Avoiding SQL Injection Attacks

SQL Injection is a technique that an attacker can use to cause malicious SQL statements to execute, using a legitimate SQL query as a channel.

How SQL injection works

This attack is possible when user-provided input is not handled in a safe way (either by properly sanitizing the input or by using SQL parameters to assign variable values).

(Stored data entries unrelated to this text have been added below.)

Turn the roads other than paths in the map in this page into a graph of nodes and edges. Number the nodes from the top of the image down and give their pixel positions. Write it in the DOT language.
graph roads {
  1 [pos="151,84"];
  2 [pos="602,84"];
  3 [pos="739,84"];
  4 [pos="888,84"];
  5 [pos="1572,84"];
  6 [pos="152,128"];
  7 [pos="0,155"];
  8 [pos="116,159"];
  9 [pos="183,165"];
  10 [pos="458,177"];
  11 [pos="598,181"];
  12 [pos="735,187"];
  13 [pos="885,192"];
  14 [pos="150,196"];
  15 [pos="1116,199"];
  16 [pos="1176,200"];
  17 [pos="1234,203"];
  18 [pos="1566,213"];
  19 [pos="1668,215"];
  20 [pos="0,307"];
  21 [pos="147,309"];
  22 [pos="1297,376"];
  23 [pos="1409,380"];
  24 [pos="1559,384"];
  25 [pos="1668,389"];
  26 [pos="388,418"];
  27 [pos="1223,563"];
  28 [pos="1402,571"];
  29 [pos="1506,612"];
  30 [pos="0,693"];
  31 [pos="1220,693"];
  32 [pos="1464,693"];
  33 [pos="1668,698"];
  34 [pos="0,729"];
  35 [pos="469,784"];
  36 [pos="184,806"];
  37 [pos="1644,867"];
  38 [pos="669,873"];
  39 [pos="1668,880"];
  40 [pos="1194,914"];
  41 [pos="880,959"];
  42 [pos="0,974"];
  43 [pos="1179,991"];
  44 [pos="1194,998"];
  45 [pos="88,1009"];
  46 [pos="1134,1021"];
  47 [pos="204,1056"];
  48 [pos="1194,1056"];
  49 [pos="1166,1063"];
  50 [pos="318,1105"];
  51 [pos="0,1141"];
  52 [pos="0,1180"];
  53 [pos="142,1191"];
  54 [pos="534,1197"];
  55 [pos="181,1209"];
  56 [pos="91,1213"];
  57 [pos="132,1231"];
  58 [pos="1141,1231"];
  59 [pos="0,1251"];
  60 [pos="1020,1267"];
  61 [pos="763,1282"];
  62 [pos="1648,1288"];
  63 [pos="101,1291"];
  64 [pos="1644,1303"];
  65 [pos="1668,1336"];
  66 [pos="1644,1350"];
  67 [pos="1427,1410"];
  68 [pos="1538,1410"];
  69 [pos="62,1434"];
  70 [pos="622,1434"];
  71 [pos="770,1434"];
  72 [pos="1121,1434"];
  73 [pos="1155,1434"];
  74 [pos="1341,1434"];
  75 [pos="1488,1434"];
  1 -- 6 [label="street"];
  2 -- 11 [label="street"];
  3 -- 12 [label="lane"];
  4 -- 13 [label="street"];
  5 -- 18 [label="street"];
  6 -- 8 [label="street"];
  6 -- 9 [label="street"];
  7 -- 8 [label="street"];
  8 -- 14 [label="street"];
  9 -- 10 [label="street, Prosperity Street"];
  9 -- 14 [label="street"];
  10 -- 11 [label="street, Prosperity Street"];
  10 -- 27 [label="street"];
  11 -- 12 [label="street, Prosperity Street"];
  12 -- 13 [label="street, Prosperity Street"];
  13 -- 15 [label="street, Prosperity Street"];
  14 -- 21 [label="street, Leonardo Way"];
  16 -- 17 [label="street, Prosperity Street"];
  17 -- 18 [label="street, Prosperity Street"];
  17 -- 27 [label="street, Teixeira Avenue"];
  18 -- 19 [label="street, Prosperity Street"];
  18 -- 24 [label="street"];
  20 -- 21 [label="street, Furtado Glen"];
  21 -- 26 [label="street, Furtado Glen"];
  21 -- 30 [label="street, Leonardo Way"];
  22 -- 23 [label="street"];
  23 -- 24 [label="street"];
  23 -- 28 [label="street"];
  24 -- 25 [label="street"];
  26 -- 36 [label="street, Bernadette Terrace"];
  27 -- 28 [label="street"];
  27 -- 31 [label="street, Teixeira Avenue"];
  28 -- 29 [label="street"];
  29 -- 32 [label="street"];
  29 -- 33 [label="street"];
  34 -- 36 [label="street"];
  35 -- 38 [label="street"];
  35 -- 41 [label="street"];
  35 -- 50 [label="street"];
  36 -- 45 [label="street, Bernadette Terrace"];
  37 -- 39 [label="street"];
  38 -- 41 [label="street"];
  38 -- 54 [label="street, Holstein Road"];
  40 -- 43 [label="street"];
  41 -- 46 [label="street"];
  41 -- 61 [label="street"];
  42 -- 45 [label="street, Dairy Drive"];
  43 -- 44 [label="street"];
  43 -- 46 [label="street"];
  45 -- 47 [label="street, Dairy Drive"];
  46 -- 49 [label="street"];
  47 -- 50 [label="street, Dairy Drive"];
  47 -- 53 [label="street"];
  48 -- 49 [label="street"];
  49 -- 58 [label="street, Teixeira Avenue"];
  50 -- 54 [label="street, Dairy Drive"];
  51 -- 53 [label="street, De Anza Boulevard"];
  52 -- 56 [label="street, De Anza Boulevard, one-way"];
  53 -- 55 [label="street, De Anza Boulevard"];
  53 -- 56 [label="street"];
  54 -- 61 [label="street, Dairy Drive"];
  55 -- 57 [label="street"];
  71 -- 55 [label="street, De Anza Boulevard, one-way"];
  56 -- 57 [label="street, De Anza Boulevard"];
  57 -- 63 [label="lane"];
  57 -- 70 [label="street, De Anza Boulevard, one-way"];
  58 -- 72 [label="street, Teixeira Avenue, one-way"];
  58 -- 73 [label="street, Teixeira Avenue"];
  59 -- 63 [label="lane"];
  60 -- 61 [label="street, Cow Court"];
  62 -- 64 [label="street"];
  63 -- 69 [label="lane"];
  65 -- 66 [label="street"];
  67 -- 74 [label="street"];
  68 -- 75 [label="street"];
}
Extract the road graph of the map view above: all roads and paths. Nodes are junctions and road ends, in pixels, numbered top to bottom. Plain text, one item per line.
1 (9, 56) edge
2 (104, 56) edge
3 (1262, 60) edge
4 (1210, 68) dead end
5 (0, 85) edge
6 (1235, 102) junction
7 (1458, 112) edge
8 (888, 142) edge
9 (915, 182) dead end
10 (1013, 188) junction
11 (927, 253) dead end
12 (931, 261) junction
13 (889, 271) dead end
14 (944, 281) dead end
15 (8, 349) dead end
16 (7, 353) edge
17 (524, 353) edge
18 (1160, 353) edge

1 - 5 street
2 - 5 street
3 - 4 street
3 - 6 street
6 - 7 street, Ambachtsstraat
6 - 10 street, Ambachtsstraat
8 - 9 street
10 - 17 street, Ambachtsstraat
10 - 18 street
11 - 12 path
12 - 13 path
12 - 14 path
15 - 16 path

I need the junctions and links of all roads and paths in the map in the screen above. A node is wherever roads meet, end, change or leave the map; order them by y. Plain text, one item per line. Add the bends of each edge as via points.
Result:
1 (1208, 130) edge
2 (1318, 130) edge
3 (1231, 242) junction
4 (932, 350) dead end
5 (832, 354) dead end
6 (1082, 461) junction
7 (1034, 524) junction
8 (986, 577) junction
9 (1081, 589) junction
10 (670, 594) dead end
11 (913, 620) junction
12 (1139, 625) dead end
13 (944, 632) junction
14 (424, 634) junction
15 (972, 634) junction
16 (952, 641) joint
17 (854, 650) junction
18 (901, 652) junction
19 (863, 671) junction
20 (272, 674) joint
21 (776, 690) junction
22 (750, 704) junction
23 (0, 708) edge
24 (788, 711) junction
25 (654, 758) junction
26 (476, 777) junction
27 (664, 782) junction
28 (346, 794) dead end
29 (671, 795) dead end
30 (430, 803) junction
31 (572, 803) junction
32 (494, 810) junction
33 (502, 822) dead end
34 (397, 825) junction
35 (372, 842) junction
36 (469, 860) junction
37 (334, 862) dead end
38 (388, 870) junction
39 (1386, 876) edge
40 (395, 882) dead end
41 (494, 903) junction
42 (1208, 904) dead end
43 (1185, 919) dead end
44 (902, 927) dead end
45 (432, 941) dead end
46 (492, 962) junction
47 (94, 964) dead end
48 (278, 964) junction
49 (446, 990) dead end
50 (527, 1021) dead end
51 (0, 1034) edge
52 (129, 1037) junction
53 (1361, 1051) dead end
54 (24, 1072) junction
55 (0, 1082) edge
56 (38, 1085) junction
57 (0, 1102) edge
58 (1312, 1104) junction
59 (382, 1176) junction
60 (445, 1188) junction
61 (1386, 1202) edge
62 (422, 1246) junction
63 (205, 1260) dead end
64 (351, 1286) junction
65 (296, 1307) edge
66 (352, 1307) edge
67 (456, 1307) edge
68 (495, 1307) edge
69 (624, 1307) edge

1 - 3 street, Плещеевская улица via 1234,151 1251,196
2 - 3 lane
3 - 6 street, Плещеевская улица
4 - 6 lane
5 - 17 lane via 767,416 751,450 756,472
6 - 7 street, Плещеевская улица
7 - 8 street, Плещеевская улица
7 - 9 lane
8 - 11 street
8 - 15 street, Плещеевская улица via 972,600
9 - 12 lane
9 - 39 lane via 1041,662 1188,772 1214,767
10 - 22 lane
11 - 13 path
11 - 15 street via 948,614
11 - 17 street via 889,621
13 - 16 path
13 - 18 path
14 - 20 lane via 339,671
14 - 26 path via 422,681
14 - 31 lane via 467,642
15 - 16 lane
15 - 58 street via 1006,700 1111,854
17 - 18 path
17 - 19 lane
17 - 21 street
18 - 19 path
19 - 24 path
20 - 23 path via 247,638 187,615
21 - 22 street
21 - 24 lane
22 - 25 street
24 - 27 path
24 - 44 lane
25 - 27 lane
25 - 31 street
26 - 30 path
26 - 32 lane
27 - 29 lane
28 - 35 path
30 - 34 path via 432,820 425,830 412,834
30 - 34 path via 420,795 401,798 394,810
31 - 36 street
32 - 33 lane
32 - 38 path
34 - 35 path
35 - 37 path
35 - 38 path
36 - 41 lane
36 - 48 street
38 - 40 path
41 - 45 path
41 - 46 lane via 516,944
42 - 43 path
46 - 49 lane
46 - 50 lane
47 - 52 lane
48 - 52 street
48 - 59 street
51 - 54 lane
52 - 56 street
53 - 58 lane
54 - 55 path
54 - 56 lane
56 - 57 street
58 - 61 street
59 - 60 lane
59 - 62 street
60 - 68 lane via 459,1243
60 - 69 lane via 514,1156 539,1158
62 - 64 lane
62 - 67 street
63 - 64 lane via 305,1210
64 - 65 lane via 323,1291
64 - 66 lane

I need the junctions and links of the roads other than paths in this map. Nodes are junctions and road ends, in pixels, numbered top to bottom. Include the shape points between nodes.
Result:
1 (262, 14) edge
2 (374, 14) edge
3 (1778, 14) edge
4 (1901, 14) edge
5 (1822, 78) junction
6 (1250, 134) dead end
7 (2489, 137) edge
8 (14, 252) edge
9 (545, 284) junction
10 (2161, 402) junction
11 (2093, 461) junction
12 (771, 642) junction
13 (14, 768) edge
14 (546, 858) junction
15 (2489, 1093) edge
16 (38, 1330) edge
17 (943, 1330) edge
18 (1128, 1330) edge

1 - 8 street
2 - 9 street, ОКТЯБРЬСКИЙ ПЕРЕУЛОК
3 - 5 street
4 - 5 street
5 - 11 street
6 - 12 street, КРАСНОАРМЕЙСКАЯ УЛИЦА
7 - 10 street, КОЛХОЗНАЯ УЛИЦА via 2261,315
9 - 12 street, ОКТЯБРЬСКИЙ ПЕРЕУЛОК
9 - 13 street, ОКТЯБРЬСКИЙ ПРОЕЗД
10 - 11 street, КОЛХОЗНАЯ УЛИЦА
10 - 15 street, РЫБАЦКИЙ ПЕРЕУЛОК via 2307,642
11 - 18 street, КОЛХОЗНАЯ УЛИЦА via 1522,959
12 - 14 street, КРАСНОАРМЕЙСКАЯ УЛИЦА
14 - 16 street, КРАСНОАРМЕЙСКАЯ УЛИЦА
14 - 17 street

Consider a program that returns the information of a specific contact from a table called contacts. The program allows the user to provide the ID of the contact to be returned. The SQL template used by the program looks like this:

select * from contacts where id = {id}

Under normal operation, the user is expected to provide the integer ID of a contact which will then be formatted into the string. For example, if the user provides contact 1, the resultant query is:

select * from contacts where id = 1

However, if the user input is not properly sanitized, an attacker could add a SQL statement into the input. Instead of providing an integer value, a string such as the following could be provided:

1; drop table contacts

The resultant string is now the following:

select * from contacts where id = 1; drop table contacts

When this statement is executed, the contacts table will be deleted.

Preventing an attack

The only reliable way to prevent this vulnerability is to avoid using string formatting to prepare SQL statements. Instead, you should use SQL parameters to build the query instead. In the example above, the query should be:

select * from contacts where id = @id

@id is a SQL parameter. This value should be assigned programmatically before executing the query. In C#, the code to do this would look like this:

var command = new SqlCommand("select * from contacts where id = @id", connection); command.Parameters.AddWithValue("@id", idProvidedByUser);

In addition, you should sanitize the user input. In the scenario above, the user should only be providing integer ID's. Therefore, the input could be verified with an expression such as int.Parse(idProvidedByUser).

Note that sanitization is a secondary measure that will ensure your application fails more gracefully. It should not be the measure that you use to protect against injection attacks correctly sanitizing inputs is complex.

Preventing an attack under Flowgear

In Flowgear when using Nodes such as Microsoft SQL Query, MySQL Query, ODBC Query or OLEDB Query, avoid assigning the Query Property directly. Instead, statically define a query in the Query Property and then add Custom Properties to define SQL Parameters that will be included in the command.